*Task directions:*
Search term "function": please copy every line of the records below that contains it.
------------------------------------
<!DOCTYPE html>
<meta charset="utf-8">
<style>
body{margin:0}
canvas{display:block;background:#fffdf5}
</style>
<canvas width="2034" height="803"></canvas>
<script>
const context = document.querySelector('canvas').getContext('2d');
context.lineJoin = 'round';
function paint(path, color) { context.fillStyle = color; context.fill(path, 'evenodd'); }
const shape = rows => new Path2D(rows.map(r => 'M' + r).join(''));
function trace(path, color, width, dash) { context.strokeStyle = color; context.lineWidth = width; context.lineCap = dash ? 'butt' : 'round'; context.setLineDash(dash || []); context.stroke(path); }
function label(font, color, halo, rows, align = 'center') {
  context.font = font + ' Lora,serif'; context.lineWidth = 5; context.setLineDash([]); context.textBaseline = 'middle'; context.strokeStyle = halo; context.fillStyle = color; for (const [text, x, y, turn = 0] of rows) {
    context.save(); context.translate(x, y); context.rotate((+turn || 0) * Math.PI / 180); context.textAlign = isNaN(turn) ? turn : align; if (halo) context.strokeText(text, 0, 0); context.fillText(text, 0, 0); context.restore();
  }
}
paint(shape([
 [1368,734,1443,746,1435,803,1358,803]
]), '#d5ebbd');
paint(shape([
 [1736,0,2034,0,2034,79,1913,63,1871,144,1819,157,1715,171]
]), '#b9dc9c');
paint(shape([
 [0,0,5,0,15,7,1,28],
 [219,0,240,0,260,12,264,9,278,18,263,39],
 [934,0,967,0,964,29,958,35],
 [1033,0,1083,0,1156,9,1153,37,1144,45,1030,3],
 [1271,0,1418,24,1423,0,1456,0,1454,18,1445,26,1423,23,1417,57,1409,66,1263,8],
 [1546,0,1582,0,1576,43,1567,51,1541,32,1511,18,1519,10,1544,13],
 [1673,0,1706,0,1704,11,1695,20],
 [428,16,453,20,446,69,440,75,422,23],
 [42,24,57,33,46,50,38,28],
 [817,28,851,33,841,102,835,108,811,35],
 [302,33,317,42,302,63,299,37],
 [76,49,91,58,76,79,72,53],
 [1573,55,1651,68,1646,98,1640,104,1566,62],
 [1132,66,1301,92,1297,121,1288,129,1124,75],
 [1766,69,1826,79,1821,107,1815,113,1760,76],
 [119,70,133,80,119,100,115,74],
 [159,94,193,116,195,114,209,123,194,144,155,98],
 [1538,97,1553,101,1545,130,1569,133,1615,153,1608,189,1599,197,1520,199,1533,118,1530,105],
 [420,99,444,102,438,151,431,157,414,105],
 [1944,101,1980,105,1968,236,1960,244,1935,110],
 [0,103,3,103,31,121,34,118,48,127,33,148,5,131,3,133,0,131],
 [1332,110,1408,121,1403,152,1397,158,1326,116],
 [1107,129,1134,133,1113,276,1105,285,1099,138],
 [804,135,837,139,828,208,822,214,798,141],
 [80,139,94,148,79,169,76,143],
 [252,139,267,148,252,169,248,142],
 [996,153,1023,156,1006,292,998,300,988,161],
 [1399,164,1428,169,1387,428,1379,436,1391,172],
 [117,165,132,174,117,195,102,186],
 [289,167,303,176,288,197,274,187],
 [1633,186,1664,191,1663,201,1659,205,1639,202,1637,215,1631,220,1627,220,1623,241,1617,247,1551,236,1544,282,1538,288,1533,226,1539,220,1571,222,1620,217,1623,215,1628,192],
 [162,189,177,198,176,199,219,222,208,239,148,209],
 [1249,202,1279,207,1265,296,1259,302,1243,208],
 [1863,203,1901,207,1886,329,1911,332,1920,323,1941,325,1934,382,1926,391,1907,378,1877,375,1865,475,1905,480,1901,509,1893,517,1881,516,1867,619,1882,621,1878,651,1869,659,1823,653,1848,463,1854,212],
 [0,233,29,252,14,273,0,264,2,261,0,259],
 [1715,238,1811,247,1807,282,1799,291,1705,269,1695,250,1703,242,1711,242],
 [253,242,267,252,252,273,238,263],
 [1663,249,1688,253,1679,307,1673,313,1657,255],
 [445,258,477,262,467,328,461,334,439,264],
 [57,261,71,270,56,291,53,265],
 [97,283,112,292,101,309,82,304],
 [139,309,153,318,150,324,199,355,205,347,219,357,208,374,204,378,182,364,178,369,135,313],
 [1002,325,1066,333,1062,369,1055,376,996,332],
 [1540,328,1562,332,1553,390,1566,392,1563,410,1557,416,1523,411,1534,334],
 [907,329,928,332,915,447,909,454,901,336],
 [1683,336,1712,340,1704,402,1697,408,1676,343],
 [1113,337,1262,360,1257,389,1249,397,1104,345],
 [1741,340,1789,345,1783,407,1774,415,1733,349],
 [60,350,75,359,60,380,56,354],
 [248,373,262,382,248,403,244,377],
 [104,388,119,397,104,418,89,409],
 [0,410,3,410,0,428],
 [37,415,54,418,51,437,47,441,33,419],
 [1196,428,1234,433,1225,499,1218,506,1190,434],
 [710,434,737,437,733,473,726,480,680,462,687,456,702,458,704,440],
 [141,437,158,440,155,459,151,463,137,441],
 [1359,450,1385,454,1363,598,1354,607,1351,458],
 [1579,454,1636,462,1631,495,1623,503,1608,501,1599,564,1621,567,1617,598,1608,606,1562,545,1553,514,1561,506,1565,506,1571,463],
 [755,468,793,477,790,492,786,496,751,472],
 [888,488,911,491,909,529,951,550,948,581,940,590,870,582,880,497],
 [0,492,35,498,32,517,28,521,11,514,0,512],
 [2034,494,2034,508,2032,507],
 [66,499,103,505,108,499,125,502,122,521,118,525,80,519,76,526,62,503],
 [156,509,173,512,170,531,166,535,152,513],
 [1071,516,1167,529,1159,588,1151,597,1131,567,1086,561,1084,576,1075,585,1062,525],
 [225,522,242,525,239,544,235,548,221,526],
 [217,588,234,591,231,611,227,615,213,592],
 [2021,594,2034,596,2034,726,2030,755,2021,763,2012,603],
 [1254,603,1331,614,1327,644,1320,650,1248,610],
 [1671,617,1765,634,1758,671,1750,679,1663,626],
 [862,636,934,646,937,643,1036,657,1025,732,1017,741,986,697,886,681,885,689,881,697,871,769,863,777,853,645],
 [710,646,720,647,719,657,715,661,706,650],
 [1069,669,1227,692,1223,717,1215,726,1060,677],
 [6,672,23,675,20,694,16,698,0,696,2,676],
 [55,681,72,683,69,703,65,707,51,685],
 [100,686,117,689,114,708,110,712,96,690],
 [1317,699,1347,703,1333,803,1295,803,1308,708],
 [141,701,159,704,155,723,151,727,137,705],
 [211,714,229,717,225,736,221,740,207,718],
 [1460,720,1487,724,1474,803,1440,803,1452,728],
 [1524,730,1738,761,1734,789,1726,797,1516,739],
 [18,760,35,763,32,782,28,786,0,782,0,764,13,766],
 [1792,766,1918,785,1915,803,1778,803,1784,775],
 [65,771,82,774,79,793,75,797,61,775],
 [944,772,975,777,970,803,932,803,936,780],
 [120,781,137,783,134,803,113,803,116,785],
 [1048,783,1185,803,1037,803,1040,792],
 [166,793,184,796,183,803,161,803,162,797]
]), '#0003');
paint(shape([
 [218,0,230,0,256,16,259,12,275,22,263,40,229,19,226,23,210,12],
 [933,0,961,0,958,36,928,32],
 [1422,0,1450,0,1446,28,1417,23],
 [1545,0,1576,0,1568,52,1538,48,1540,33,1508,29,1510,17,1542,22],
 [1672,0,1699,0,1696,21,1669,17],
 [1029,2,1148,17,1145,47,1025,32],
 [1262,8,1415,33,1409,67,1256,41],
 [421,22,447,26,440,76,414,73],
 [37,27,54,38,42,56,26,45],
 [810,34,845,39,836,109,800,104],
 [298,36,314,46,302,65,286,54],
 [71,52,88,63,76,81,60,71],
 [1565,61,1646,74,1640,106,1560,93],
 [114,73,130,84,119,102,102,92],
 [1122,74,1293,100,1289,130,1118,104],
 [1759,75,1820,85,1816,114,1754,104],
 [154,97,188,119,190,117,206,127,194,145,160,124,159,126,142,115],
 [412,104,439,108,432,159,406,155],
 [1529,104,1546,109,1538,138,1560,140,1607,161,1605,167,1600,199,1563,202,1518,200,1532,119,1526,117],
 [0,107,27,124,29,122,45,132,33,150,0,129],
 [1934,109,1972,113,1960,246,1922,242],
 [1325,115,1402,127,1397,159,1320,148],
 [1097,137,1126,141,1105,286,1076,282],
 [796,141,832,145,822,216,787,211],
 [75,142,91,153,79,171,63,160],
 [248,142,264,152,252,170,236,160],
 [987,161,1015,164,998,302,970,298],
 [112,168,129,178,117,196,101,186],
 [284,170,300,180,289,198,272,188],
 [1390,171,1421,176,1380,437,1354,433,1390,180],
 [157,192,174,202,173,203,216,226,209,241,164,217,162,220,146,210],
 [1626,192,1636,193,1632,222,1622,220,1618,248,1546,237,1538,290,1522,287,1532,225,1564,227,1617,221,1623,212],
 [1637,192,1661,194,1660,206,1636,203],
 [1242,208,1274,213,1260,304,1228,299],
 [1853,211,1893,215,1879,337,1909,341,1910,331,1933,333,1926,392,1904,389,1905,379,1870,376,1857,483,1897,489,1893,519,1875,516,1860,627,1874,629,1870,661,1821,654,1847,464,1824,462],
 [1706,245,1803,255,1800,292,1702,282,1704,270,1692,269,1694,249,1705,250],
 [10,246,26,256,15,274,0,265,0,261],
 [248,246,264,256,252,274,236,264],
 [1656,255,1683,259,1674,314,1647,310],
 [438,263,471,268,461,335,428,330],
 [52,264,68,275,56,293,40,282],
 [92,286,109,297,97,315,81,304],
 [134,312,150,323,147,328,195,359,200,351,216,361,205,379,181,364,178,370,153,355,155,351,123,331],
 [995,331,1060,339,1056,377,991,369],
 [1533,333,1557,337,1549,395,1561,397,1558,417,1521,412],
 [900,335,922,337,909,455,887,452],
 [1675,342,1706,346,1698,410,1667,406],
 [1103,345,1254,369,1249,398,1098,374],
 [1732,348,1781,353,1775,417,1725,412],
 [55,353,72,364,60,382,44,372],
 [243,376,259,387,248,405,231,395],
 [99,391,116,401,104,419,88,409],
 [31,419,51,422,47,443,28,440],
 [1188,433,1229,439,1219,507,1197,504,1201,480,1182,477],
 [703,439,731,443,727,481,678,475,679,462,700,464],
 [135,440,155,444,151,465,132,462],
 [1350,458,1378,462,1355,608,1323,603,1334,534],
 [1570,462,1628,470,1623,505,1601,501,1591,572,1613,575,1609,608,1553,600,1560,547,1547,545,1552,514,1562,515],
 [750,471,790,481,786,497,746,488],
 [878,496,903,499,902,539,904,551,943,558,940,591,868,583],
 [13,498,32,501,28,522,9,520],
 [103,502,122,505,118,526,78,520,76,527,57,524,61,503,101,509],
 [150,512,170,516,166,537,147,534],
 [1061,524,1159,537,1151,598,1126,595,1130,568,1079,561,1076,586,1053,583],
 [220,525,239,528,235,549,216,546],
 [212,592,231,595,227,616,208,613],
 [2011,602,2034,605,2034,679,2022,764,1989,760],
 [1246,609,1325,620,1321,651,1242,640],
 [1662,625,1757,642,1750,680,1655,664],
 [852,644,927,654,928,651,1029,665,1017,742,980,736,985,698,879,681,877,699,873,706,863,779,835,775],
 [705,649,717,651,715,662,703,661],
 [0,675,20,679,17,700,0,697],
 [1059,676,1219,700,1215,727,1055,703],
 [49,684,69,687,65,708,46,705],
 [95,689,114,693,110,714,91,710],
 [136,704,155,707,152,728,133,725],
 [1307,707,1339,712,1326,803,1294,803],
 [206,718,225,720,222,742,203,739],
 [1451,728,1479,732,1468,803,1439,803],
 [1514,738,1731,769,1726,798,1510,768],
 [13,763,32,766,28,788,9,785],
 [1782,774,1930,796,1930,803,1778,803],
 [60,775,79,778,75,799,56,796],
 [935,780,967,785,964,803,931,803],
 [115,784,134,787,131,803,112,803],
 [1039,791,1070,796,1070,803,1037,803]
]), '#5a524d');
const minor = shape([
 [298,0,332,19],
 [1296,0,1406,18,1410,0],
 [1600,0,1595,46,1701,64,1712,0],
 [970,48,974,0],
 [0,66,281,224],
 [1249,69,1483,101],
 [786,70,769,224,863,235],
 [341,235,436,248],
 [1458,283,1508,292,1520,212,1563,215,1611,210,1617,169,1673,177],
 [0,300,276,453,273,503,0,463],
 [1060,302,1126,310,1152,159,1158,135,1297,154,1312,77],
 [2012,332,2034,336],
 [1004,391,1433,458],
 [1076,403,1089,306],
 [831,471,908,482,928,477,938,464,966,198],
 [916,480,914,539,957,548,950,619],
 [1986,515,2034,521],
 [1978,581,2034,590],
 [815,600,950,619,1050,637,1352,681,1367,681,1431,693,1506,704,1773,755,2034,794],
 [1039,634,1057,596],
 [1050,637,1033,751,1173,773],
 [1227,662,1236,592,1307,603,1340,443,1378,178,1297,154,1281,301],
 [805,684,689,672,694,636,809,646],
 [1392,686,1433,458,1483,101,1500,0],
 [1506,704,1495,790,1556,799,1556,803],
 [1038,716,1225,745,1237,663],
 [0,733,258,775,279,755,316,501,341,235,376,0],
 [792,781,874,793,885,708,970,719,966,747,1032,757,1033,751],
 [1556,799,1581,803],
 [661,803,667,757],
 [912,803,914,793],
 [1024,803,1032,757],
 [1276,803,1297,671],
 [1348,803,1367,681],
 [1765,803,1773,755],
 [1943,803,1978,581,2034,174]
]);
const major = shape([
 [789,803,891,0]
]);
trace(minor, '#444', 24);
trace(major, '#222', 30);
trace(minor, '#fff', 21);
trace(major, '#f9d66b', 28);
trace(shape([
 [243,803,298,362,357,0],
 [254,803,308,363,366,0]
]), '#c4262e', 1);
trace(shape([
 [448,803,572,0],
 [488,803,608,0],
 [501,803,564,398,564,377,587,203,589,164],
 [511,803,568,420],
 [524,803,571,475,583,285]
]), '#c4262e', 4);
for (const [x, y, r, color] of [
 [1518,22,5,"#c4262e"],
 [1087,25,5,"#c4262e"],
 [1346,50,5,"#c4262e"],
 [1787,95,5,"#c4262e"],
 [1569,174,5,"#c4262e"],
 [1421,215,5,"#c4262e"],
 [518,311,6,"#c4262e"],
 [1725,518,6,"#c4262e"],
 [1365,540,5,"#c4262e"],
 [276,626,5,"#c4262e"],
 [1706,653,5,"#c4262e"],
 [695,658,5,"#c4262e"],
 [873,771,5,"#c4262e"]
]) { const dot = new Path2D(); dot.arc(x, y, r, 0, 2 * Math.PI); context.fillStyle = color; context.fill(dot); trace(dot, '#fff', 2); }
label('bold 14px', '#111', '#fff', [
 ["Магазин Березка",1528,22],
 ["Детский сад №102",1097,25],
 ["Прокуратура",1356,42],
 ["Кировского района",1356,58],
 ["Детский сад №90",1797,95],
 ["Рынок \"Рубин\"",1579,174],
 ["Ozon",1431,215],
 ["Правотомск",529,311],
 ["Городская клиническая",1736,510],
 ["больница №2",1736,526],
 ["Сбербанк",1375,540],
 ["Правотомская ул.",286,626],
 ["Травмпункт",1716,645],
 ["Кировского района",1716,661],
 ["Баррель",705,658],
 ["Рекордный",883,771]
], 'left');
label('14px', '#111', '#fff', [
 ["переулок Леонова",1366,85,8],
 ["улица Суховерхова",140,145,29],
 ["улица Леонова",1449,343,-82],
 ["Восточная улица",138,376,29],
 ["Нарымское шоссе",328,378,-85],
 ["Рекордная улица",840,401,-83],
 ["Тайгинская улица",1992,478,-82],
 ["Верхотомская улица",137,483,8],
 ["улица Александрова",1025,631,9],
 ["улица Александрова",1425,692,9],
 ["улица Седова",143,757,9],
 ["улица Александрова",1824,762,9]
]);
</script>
------------------------------------
*Task output:*
function paint(path, color) { context.fillStyle = color; context.fill(path, 'evenodd'); }
function trace(path, color, width, dash) { context.strokeStyle = color; context.lineWidth = width; context.lineCap = dash ? 'butt' : 'round'; context.setLineDash(dash || []); context.stroke(path); }
function label(font, color, halo, rows, align = 'center') {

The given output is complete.